• WORK TO BE COMPLETED
Your task is to copy each line of the material that includes "down".

• TASK INPUTS

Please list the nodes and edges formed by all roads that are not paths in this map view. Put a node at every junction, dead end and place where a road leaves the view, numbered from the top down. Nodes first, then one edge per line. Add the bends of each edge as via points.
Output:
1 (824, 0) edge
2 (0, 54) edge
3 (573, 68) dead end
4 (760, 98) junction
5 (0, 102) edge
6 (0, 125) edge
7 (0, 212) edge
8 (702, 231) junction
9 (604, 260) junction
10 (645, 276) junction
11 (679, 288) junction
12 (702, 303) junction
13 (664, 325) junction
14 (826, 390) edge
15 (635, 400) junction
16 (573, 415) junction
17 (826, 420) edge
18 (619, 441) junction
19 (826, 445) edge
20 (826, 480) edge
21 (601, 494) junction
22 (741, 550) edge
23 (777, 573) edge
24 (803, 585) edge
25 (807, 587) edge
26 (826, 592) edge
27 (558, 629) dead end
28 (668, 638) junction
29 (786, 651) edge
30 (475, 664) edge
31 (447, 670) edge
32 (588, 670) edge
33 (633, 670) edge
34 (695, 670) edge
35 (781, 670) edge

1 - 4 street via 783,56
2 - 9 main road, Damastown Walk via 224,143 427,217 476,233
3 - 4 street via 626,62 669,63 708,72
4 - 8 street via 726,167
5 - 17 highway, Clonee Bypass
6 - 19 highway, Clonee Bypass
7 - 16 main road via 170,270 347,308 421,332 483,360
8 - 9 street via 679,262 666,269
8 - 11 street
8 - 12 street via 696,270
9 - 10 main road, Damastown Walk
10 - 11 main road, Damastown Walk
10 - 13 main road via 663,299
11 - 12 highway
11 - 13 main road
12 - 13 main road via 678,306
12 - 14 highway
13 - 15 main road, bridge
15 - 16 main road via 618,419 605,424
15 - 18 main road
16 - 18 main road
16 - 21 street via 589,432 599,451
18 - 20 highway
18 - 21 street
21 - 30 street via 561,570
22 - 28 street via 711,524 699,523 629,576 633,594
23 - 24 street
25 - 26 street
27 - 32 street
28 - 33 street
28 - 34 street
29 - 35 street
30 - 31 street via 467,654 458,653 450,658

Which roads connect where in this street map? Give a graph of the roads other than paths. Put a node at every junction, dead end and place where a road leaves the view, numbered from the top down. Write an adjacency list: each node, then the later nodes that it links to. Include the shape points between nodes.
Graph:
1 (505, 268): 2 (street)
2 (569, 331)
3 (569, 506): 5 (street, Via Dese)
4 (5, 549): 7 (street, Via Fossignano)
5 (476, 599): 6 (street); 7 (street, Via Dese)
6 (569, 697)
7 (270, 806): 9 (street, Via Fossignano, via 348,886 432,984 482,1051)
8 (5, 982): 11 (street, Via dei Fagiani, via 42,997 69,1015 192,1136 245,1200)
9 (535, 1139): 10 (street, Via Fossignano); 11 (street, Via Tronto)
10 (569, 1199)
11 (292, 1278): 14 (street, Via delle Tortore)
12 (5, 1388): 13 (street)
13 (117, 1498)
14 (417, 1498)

• PROBLEM SOLUTION
Please list the nodes and edges formed by all roads that are not paths in this map view. Put a node at every junction, dead end and place where a road leaves the view, numbered from the top down. Nodes first, then one edge per line. Add the bends of each edge as via points.
Which roads connect where in this street map? Give a graph of the roads other than paths. Put a node at every junction, dead end and place where a road leaves the view, numbered from the top down. Write an adjacency list: each node, then the later nodes that it links to. Include the shape points between nodes.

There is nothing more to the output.